Task to carry out - Would you reproduce exactly the lines below from the one holding "const path = new Path2D();" through the one holding "[904,1147,927,1147,928,1200,905,1201]", inclusive, and no others?

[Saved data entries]
※ ※ ※

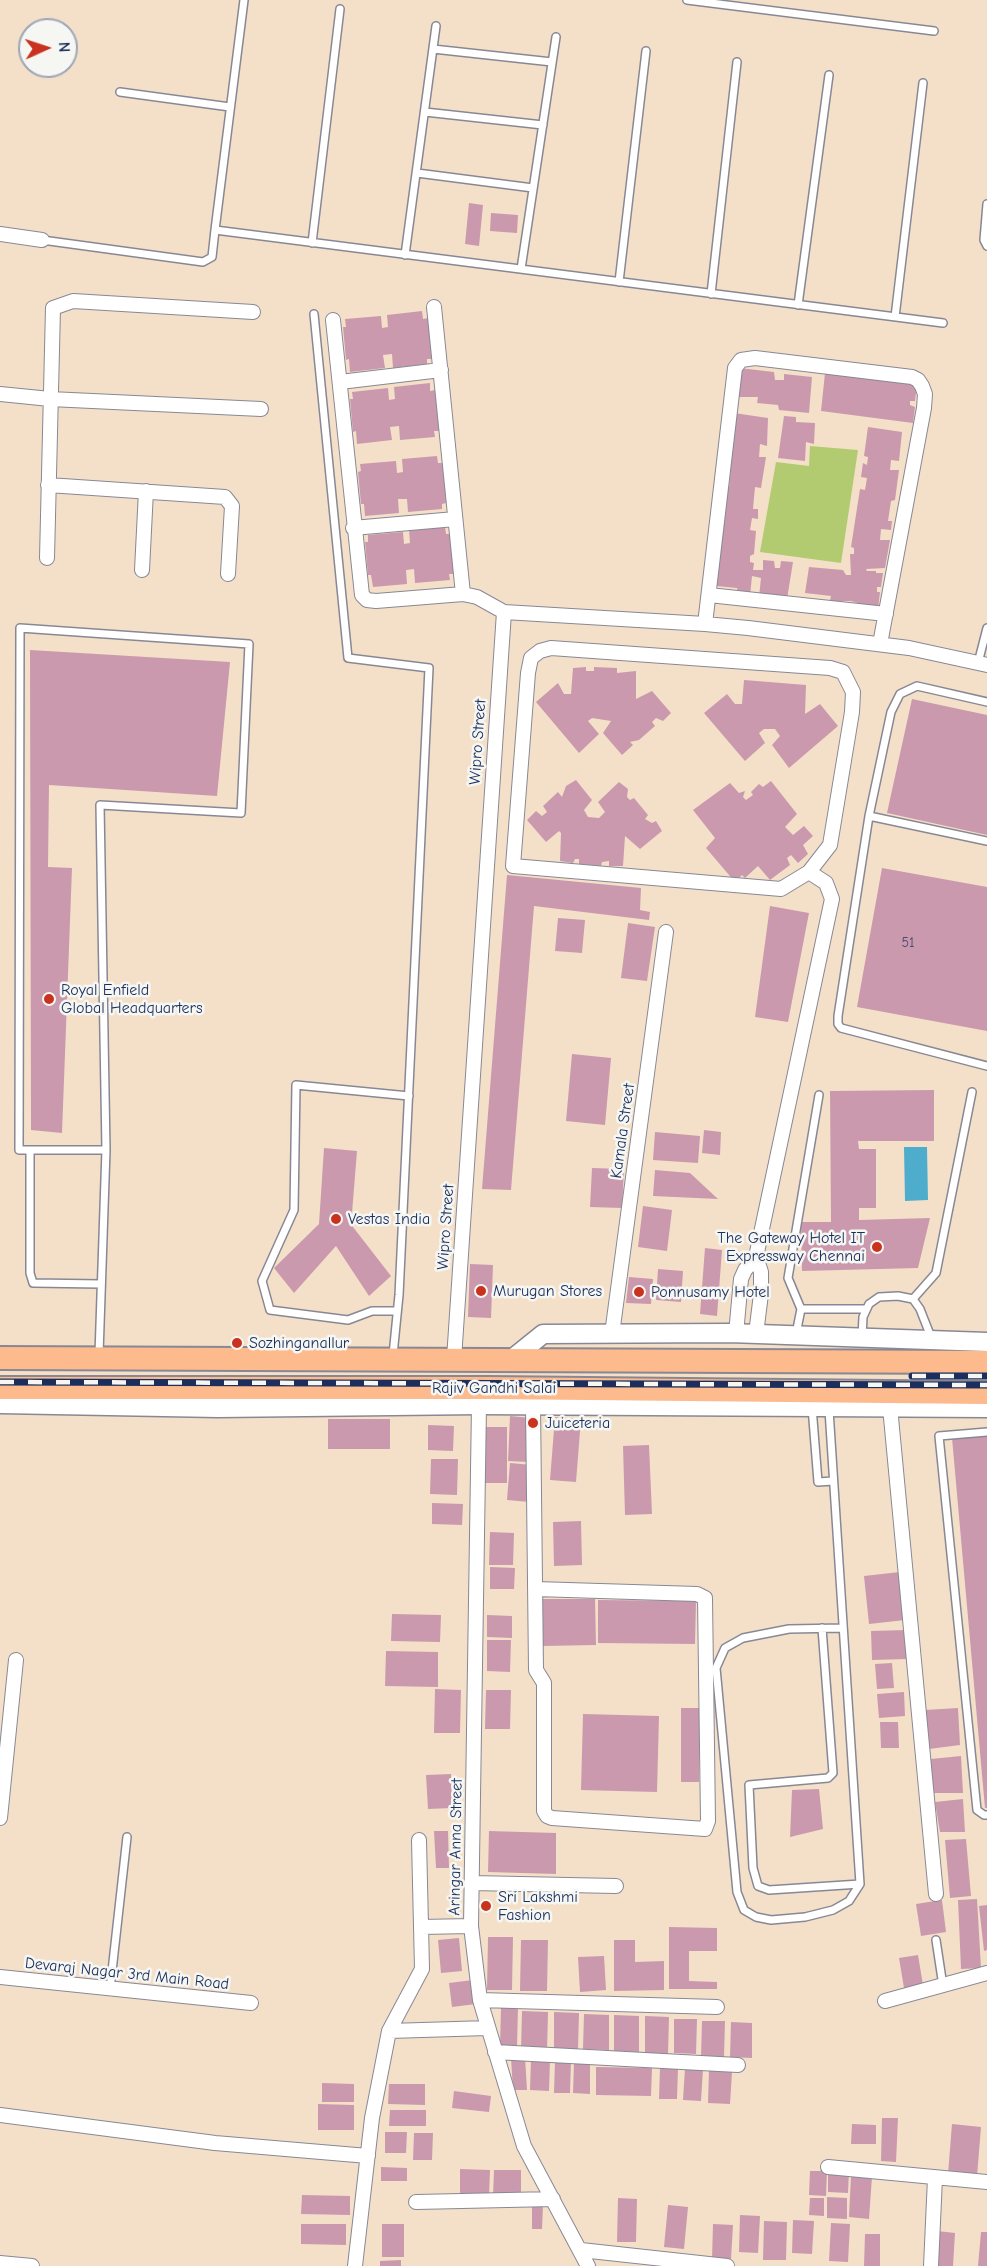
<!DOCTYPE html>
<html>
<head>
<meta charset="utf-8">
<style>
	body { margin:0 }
	#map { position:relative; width:987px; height:2266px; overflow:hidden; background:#f4e0c9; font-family:"Comic Neue",sans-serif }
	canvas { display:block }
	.north { position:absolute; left:18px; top:18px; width:60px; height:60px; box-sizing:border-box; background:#f6f6f2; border:2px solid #9ea6b7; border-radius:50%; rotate:87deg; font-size:16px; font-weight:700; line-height:24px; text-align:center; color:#1b2f5e }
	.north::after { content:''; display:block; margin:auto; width:21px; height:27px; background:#c8321e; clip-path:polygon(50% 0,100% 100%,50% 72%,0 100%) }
</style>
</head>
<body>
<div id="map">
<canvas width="987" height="2266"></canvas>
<div class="north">N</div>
</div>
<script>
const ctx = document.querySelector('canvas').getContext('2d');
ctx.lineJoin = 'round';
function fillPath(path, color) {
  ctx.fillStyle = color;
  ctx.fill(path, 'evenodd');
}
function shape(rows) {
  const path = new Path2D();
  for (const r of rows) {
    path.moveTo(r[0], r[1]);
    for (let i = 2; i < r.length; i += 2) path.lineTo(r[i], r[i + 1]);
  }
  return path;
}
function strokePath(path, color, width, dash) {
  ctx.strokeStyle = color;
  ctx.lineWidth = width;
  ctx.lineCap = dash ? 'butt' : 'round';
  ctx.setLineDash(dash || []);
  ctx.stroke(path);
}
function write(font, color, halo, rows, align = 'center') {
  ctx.font = font + ' "Comic Neue",sans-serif';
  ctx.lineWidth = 5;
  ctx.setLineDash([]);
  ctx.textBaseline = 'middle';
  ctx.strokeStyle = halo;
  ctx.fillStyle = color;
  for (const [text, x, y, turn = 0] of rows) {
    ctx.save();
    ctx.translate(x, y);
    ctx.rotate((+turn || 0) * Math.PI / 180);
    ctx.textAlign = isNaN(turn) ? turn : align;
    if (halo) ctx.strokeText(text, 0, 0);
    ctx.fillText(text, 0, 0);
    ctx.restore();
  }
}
const green = shape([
	[810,446,858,450,841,563,760,552,776,462,809,466]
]);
const water = shape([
	[904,1147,927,1147,928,1200,905,1201]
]);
const building = shape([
	[469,203,483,205,479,246,465,244],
	[491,213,518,215,517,233,490,231],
	[422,311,423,319,428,318,432,359,427,359,427,364,393,368,392,354,383,355,385,368,350,372,349,359,346,360,343,327,346,327,345,319,381,316,382,328,388,327,387,315],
	[739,368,774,372,775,380,784,380,784,374,812,377,809,413,779,410,778,405,757,403,758,397,738,397],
	[825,373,917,385,915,401,910,401,910,405,915,407,913,423,821,411],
	[430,383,430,391,435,390,439,431,434,431,435,437,400,440,399,426,390,427,392,440,357,444,356,431,353,432,350,399,353,399,352,392,388,388,389,400,395,399,394,387],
	[734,413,768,418,767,446,760,444,759,457,766,457,761,488,755,487,753,509,758,509,758,519,752,518,750,530,756,531,754,554,750,556,750,562,754,563,753,570,763,570,763,560,774,561,775,568,780,568,781,561,793,562,787,599,759,597,761,578,752,576,750,596,739,597,737,588,716,586,724,488,729,488,731,467,727,465],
	[784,416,796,417,796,422,815,423,814,444,806,442,805,461,778,458],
	[868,427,902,432,899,461,891,460,890,470,899,470,895,500,891,501,888,521,892,521,891,530,881,529,880,540,890,540,885,568,866,569,867,571,876,571,876,573,883,573,881,587,877,587,877,592,880,592,878,609,851,601,842,601,840,607,829,604,831,596,805,593,809,567,843,570,846,575,851,575,850,554,854,554,854,548,851,547,860,489,865,490,867,478,861,477,863,463,867,465,868,457,864,456],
	[437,456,438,463,443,463,446,503,442,504,442,509,408,512,407,499,398,499,399,513,365,516,364,504,361,504,358,472,361,471,360,464,396,461,397,473,403,472,402,459],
	[445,527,446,534,450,534,454,574,449,574,450,580,415,583,414,569,406,570,407,584,373,587,371,575,368,575,365,542,368,542,368,535,403,532,404,544,410,543,409,530],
	[30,650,230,662,217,796,49,785,48,867,72,868,62,1133,31,1130],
	[586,667,586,671,594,671,594,667,617,668,617,673,636,671,636,699,652,691,671,713,663,721,656,718,652,722,655,726,639,740,630,742,633,745,622,755,603,733,611,721,592,718,588,721,599,734,579,753,536,702,558,683,564,694,571,694,573,668],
	[744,680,806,685,805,714,820,704,838,726,789,768,772,745,780,736,775,729,764,729,759,733,765,743,745,761,704,713,727,694,735,704,742,704],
	[912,699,987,715,987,835,887,813],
	[576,780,592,800,584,810,588,817,599,818,605,812,598,802,619,782,628,789,627,797,630,800,634,798,648,815,645,819,652,823,656,821,662,831,640,849,625,836,623,866,609,866,609,861,602,862,601,866,579,864,579,859,575,859,573,863,560,861,561,833,559,831,546,842,527,820,536,811,542,816,547,812,543,806,558,792,562,797,566,786],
	[771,781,797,814,785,827,793,835,804,826,813,836,803,845,808,854,798,863,791,855,787,858,790,865,770,880,758,866,745,878,742,875,735,882,706,848,715,838,693,810,730,783,739,793,745,791,743,797,746,800,753,795,751,792,759,784,763,787],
	[882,868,987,887,987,1031,857,1007],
	[507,875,641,888,640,910,650,912,649,920,534,906,511,1190,482,1189],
	[770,906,809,913,788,1022,755,1017],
	[558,918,585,920,582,953,555,951],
	[628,923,655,927,647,981,621,978],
	[572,1054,611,1058,605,1125,566,1121],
	[934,1090,934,1141,858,1141,859,1149,876,1149,876,1208,859,1208,859,1220,930,1218,918,1268,802,1271,801,1222,831,1222,830,1091],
	[704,1130,721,1132,720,1155,702,1153],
	[655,1132,700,1136,698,1163,653,1160],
	[324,1148,357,1151,352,1213,353,1227,391,1276,369,1296,336,1246,294,1293,274,1268,319,1224],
	[592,1168,624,1169,622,1208,590,1207],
	[655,1170,690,1173,718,1199,653,1196],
	[643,1206,672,1210,667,1251,638,1247],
	[705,1248,722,1250,717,1316,700,1314],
	[470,1264,493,1265,491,1318,468,1317],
	[658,1269,683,1271,681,1302,656,1300],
	[629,1277,653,1279,651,1304,626,1303],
	[510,1416,531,1418,529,1462,508,1461],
	[555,1417,581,1419,576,1482,550,1480],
	[328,1419,390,1419,390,1449,328,1449],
	[428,1425,454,1426,453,1451,428,1450],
	[480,1427,507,1427,507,1483,480,1483],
	[987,1435,987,1808,985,1808,952,1438],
	[649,1445,652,1514,625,1515,623,1446],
	[431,1459,458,1459,457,1495,430,1494],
	[510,1463,532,1465,530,1502,507,1500],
	[432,1503,463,1504,462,1525,432,1524],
	[581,1521,582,1565,554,1566,553,1522],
	[490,1532,514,1533,513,1565,489,1565],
	[490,1567,515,1568,514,1589,490,1589],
	[900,1572,905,1620,869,1624,864,1576],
	[542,1599,595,1599,596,1645,542,1646],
	[598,1600,696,1601,695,1644,598,1643],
	[392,1614,441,1615,440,1642,391,1641],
	[487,1615,512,1616,512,1638,487,1637],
	[906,1630,908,1659,872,1660,871,1631],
	[487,1640,511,1640,510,1672,487,1671],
	[386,1651,438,1652,438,1687,385,1686],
	[892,1663,894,1688,877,1689,875,1664],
	[435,1689,461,1690,460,1733,434,1733],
	[486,1690,511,1690,510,1729,485,1729],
	[904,1692,905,1716,879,1718,877,1694],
	[681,1708,699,1708,699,1782,681,1782],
	[958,1708,960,1745,929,1749,925,1710],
	[583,1714,659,1716,657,1792,581,1790],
	[880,1722,898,1722,899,1748,881,1748],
	[961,1756,963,1793,933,1793,931,1759],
	[451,1774,452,1808,428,1809,426,1775],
	[819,1789,823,1829,790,1837,792,1790],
	[963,1799,965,1832,940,1832,935,1802],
	[434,1831,448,1831,449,1868,436,1868],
	[489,1831,556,1833,556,1874,488,1872],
	[966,1839,971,1896,950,1898,945,1840],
	[977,1899,981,1968,961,1969,958,1900],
	[942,1900,946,1932,921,1936,916,1904],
	[987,1905,987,1950,984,1951,979,1906],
	[669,1927,717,1928,717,1951,689,1951,689,1981,717,1982,717,1989,669,1989],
	[488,1937,513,1937,512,1990,487,1990],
	[459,1938,462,1971,441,1973,438,1940],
	[521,1940,548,1940,547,1991,520,1991],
	[614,1940,635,1940,635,1962,664,1961,664,1990,614,1991],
	[918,1955,923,1985,904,1988,899,1958],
	[604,1956,606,1990,580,1992,578,1957],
	[473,1980,476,2004,452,2007,449,1983],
	[501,2007,518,2007,517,2047,500,2047],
	[522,2011,548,2012,547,2051,521,2050],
	[554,2012,579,2013,578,2050,554,2050],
	[584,2014,609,2015,609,2050,583,2049],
	[614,2015,639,2016,639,2052,614,2051],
	[645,2016,669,2017,668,2054,645,2053],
	[674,2019,697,2019,696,2054,674,2053],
	[702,2021,725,2021,724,2057,701,2057],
	[731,2022,752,2023,752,2058,730,2057],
	[525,2057,527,2090,513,2090,511,2058],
	[531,2059,550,2059,549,2091,530,2090],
	[555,2061,571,2061,570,2093,554,2093],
	[574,2062,590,2062,590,2094,573,2093],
	[596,2067,652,2068,651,2096,596,2095],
	[660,2067,678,2068,677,2099,659,2099],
	[685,2068,703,2069,701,2101,683,2100],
	[709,2070,732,2072,730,2104,708,2103],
	[322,2083,354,2084,354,2102,322,2102],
	[389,2084,425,2084,425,2105,388,2104],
	[454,2091,491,2096,489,2112,452,2108],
	[318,2104,354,2105,354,2130,318,2130],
	[390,2110,426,2110,426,2126,389,2126],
	[882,2118,898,2118,896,2162,881,2161],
	[852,2124,876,2125,876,2144,851,2144],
	[952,2124,981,2127,977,2176,948,2174],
	[385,2132,407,2132,406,2153,385,2153],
	[414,2133,433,2133,432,2160,413,2160],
	[381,2167,407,2168,407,2181,381,2181],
	[460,2169,490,2170,489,2197,460,2197],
	[494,2170,521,2170,521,2197,493,2197],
	[810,2171,827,2171,826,2196,809,2195],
	[828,2171,849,2172,848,2193,828,2192],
	[851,2176,872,2177,869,2219,849,2217],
	[302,2195,350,2196,350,2215,301,2214],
	[827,2197,847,2198,847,2219,827,2218],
	[618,2198,637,2199,636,2242,617,2242],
	[810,2198,824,2198,824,2216,809,2215],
	[532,2205,543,2205,542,2229,532,2229],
	[668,2205,688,2207,684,2249,664,2247],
	[740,2215,760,2216,758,2253,739,2252],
	[793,2220,814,2221,812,2254,792,2253],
	[764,2221,787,2222,786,2260,763,2260],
	[831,2223,850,2224,848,2262,829,2261],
	[301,2224,346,2224,346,2245,301,2244],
	[382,2224,404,2224,404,2257,382,2257],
	[713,2224,733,2225,731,2259,712,2259],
	[937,2231,955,2233,953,2266,935,2266],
	[981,2232,987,2232,987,2266,978,2266],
	[865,2234,880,2234,880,2266,864,2266],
	[401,2260,401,2266,380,2266,380,2261]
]);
const service = shape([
	[687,0,934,31],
	[433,49,552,62],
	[120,92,230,107],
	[425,112,543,125],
	[417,173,533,188],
	[987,204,984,240,987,246],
	[215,230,244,0],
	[42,240,203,262,212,257,215,230,943,323],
	[312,243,340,9],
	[405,255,436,26],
	[521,269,556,37],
	[619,282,646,51],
	[711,294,737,62],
	[798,305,829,75],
	[314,314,348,658,429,668,399,1295,393,1355],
	[895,317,923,83],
	[978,663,987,628],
	[987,702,917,686,900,694,891,712,869,816,838,1016,838,1024,841,1028,987,1066],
	[869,816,987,841],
	[30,1150,30,1273,33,1283,101,1284],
	[913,1299,936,1273,972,1092],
	[801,1309,866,1309],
	[397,1311,372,1311,348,1320,270,1310,262,1281,294,1210,296,1085,409,1096],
	[796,1334,801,1309,788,1278,819,1095],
	[862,1337,863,1317,869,1304,879,1297,898,1296,913,1299,920,1309,931,1337],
	[99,1354,106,1150,100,805,241,813,249,644,20,628,19,1150,106,1150],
	[812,1407,818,1482,833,1481],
	[829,1410,860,1884,849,1901,833,1910,805,1917,771,1920,756,1917,744,1910,737,1892,716,1668,725,1648,743,1638,789,1629,843,1628],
	[987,1432,939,1436,977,1810,984,1815,987,1815],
	[822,1628,833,1773,828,1778,749,1785,753,1868,758,1886,769,1890,860,1884],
	[936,1940,943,1986],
	[110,1989,127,1837]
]);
const minor = shape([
	[0,234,42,240],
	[333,320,362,595,367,600,376,601,463,594,434,307],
	[340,382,441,370],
	[0,394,50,399,261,409],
	[48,485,225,497,232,506,228,574],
	[353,528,455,519],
	[47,558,53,308,73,301,253,312],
	[142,570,146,491],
	[463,594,477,597,504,612,705,624,748,628,909,648,987,665],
	[709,595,886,614],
	[705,624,735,368,741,360,755,358,912,377,918,380,922,386,925,394,924,408,880,644],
	[756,1257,761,1272,761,1294,756,1334],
	[612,1334,666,932],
	[736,1334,741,1279,745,1270,756,1257,832,899,826,883,809,872,830,845,852,712,853,692,843,672,830,668,551,648,540,651,531,658,528,673,513,866,781,889,809,872],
	[454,1359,504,612],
	[479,1405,471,1926,480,2000,524,2146,588,2266],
	[533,1405,536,1670,544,1683,544,1811,547,1816,552,1818,705,1829,708,1821,705,1598,697,1594,535,1589],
	[890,1407,936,1894],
	[0,1818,16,1660],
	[419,1840,422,1969,389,2031,488,2028],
	[472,1883,616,1886],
	[421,1927,471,1926],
	[0,1977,251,2003],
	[480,2000,717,2007],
	[885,2001,987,1973],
	[495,2052,738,2065],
	[0,2115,215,2143,368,2156],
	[828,2167,987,2182],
	[416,2202,553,2199],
	[581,2250,727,2266],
	[0,2263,32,2266],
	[355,2266,372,2118,389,2031],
	[931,2266,935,2178]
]);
const tertiary = shape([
	[512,1359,543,1334,729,1333,987,1342],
	[0,1404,218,1408,479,1405,987,1408]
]);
const primary = shape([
	[0,1358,987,1362],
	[0,1388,489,1388,987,1393]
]);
const rail = shape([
	[912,1376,987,1376],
	[0,1382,987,1385]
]);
const markers = [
	[49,999,6,"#c8321e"],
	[336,1219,6,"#c8321e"],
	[877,1247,6,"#c8321e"],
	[481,1291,6,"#c8321e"],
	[639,1292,6,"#c8321e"],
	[237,1343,6,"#c8321e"],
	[533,1423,6,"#c8321e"],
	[486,1906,6,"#c8321e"]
];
const numberNames = [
	["51",908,943]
];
const streetNames = [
	["Wipro Street",478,742,-86],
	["Kamala Street",623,1131,-82],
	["Wipro Street",446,1227,-86],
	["Rajiv Gandhi Salai",494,1388],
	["Aringar Anna Street",456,1847,-89],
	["Devaraj Nagar 3rd Main Road",127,1974,6]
];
const poiNames = [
	["Royal Enfield",61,990],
	["Global Headquarters",61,1008],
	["Vestas India",348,1219],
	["The Gateway Hotel IT",865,1238,"right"],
	["Expressway Chennai",865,1256,"right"],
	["Murugan Stores",493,1291],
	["Ponnusamy Hotel",651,1292],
	["Sozhinganallur",249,1343],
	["Juiceteria",545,1423],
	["Sri Lakshmi",498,1897],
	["Fashion",498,1915]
];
fillPath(green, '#b2cb70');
fillPath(water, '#4eaccc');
fillPath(building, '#ca99ae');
strokePath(service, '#888894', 10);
strokePath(minor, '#888894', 16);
strokePath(tertiary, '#888894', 21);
strokePath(primary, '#888894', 26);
strokePath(service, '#fff', 7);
strokePath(minor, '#fff', 14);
strokePath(tertiary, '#fff', 18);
strokePath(primary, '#fcba8d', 22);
strokePath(rail, '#1b2f5e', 7);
strokePath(rail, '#f6f6f2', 4.5, [14]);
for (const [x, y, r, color] of markers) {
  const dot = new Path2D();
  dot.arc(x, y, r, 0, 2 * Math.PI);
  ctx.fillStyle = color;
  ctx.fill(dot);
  strokePath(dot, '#f6f6f2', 2);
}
write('14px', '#474a72', null, numberNames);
write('16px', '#1b2f5e', '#f6f6f2', streetNames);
write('16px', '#1b2f5e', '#f6f6f2', poiNames, 'left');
</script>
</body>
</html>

※ ※ ※

Answer -
  const path = new Path2D();
  for (const r of rows) {
    path.moveTo(r[0], r[1]);
    for (let i = 2; i < r.length; i += 2) path.lineTo(r[i], r[i + 1]);
  }
  return path;
}
function strokePath(path, color, width, dash) {
  ctx.strokeStyle = color;
  ctx.lineWidth = width;
  ctx.lineCap = dash ? 'butt' : 'round';
  ctx.setLineDash(dash || []);
  ctx.stroke(path);
}
function write(font, color, halo, rows, align = 'center') {
  ctx.font = font + ' "Comic Neue",sans-serif';
  ctx.lineWidth = 5;
  ctx.setLineDash([]);
  ctx.textBaseline = 'middle';
  ctx.strokeStyle = halo;
  ctx.fillStyle = color;
  for (const [text, x, y, turn = 0] of rows) {
    ctx.save();
    ctx.translate(x, y);
    ctx.rotate((+turn || 0) * Math.PI / 180);
    ctx.textAlign = isNaN(turn) ? turn : align;
    if (halo) ctx.strokeText(text, 0, 0);
    ctx.fillText(text, 0, 0);
    ctx.restore();
  }
}
const green = shape([
	[810,446,858,450,841,563,760,552,776,462,809,466]
]);
const water = shape([
	[904,1147,927,1147,928,1200,905,1201]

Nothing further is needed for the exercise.